Nationwide School Choice Implications
Maine’s exclusion of religious-school parents makes it a real-world example of the argument put forward by teachers’ unions and others opposed to school choice nearly every time state lawmakers pass, or even propose, school choice legislation. These special interest groups—for their own reasons—inevitably claim that school choice plans violate the religion provisions of state constitutions, including the notorious Blaine Amendments born of 19th-century anti-Catholic and anti-immigrant bigotry.
But the logical result of that misconception is the blatant discrimination practiced by Maine. If school choice programs that treat religious and non-religious options equally actually violate state constitutions, as school choice opponents argue, then the only constitutional course of action is treating them unequally, which is to say, discriminating against religion—exactly what Maine does and what the federal Constitution prohibits.
“It’s time for the Court to put an end to cynical attempts to use religious discrimination to thwart school choice,” said IJ President and General Counsel Chip Mellor. “The Court should help open the door to educational opportunity for children nationwide by removing the favored legal argument of the education establishment.”

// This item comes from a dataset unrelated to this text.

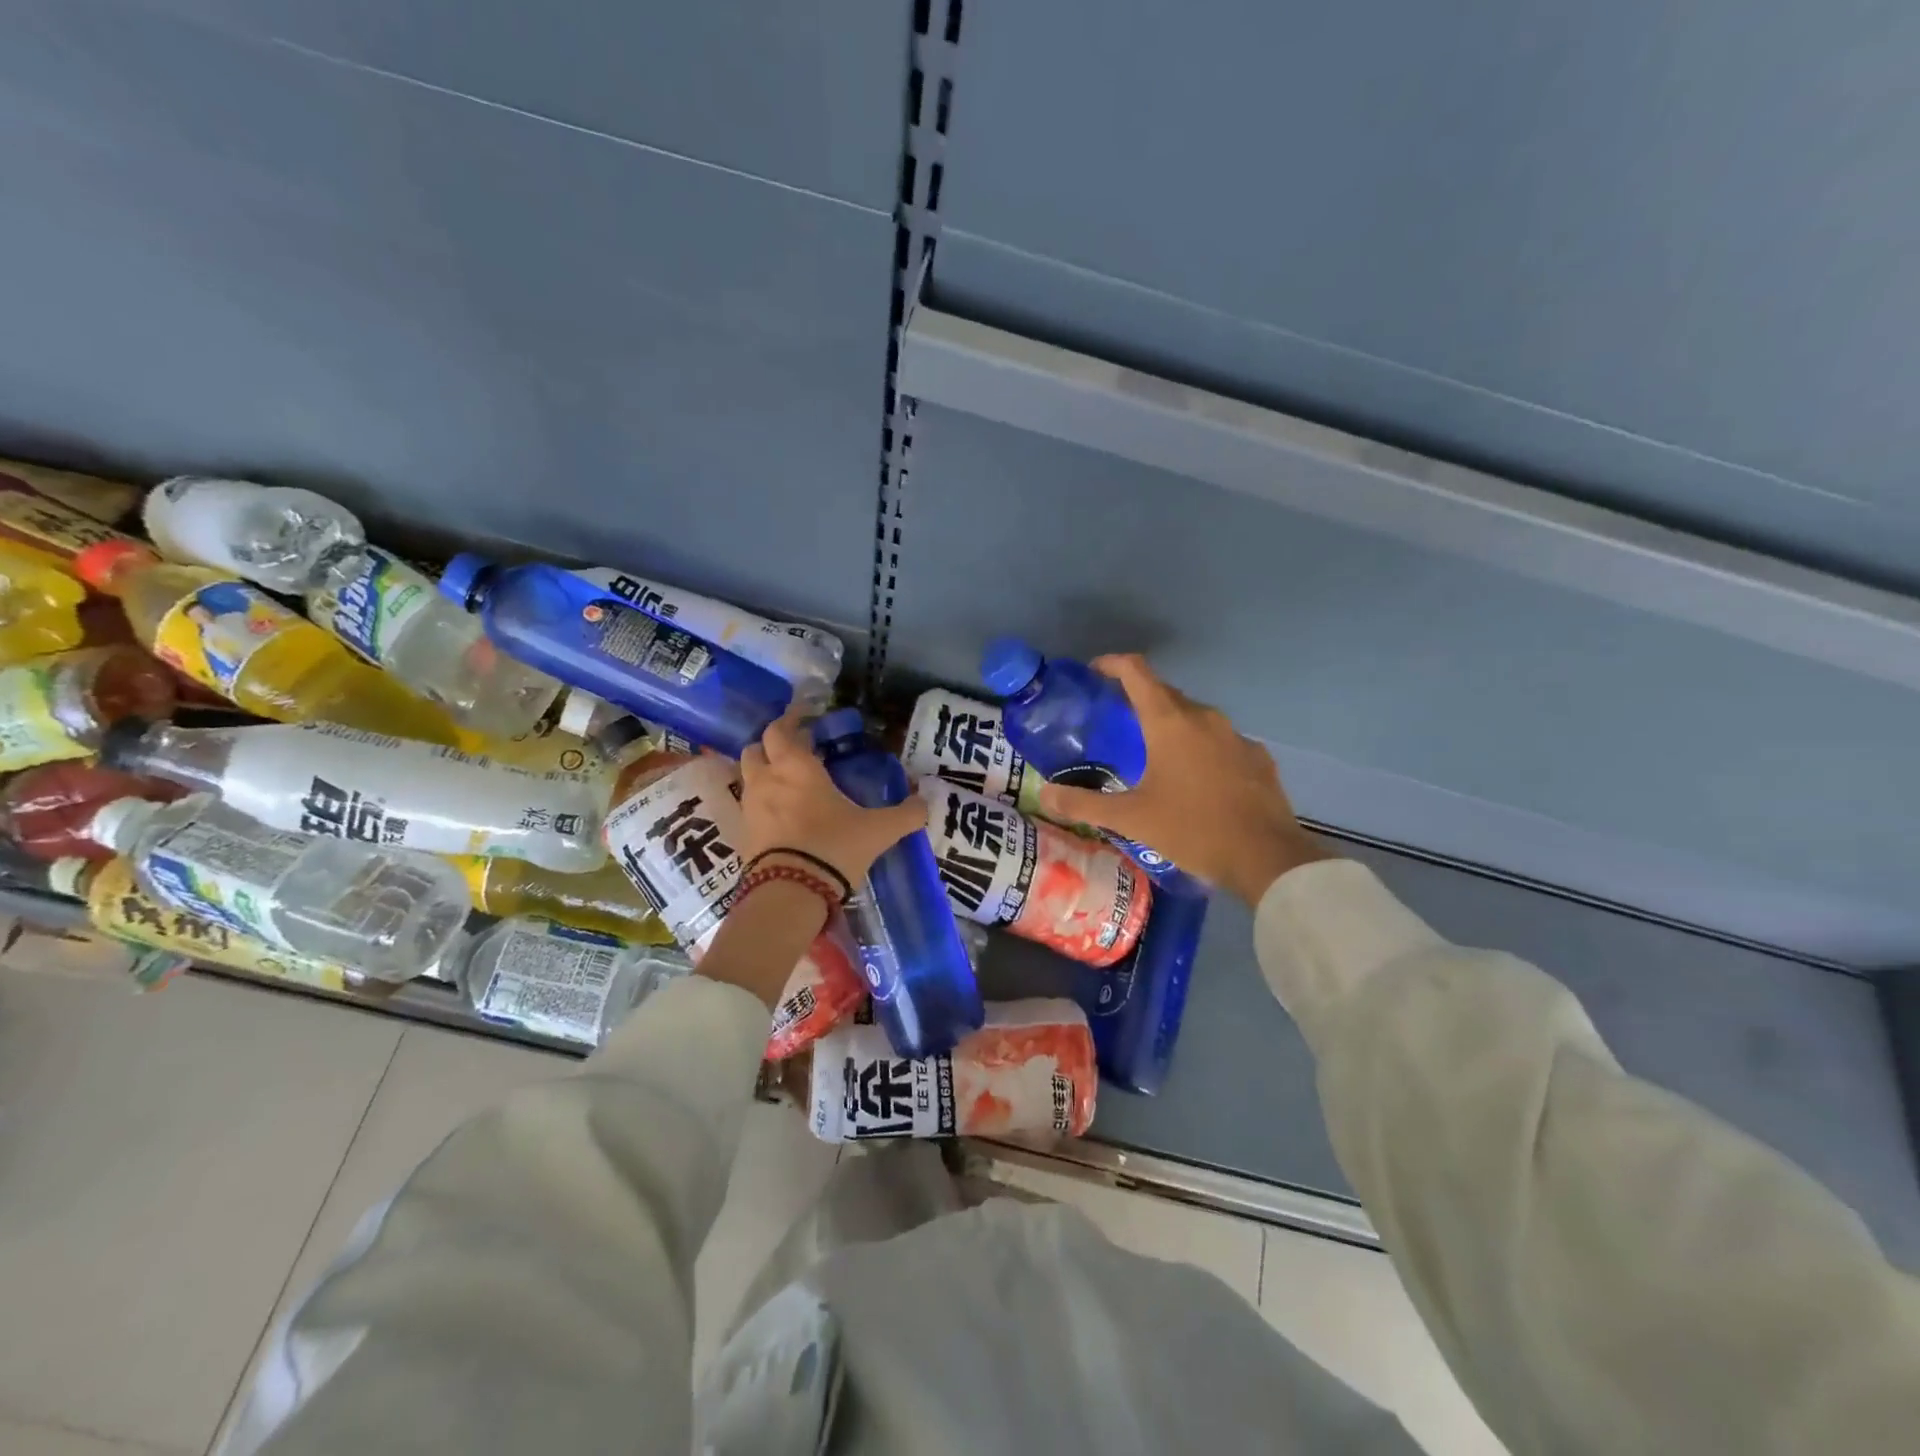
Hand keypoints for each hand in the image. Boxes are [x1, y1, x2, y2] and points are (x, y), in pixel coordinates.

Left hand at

Follow-Up to Locke v. Davey
The case also gives the High Court an opportunity to make clear that its 2004 Locke v. Davey decision did not permit such state-sponsored discrimination in K-12 education; it only carved out a narrow exception—public funding for the religious training of ministers—to the general rule requiring equal treatment of religious and non-religious options.
In Locke, the Court upheld Washington state’s exclusion of a theology major from a state-funded college scholarship program. The Maine Supreme Court and the U.S. 1st District Court of Appeals (in a separate case) relied on that ruling to exclude parents who choose religious schools from the tuitioning system, and a Florida appellate court cited it in striking down that state’s pioneering school choice program for children in failing public schools.
“The Maine court and others so far have taken Locke too far, and the U.S. Supreme Court should use this case to make that clear,” said IJ Senior Attorney Clark Neily. “In Locke, the Court repeatedly emphasized that its decision was limited to funding for the religious training of ministers, something K-12 school choice programs do not do. Moreover, the college scholarship program at issue in that case actually did permit students to choose religious schools—just as Maine’s tuitioning program should.”
The Institute for Justice is the nation’s leading legal advocate for school choice. The Institute helped win a tremendous victory in the U.S. Supreme Court for school choice when it represented parents participating in Cleveland’s school choice program. IJ also successfully defended the school voucher program in Milwaukee and tax credit programs in Illinois and Arizona from legal attacks by school choice opponents. It is currently defending Arizona’s scholarship tax credit program from a second legal challenge.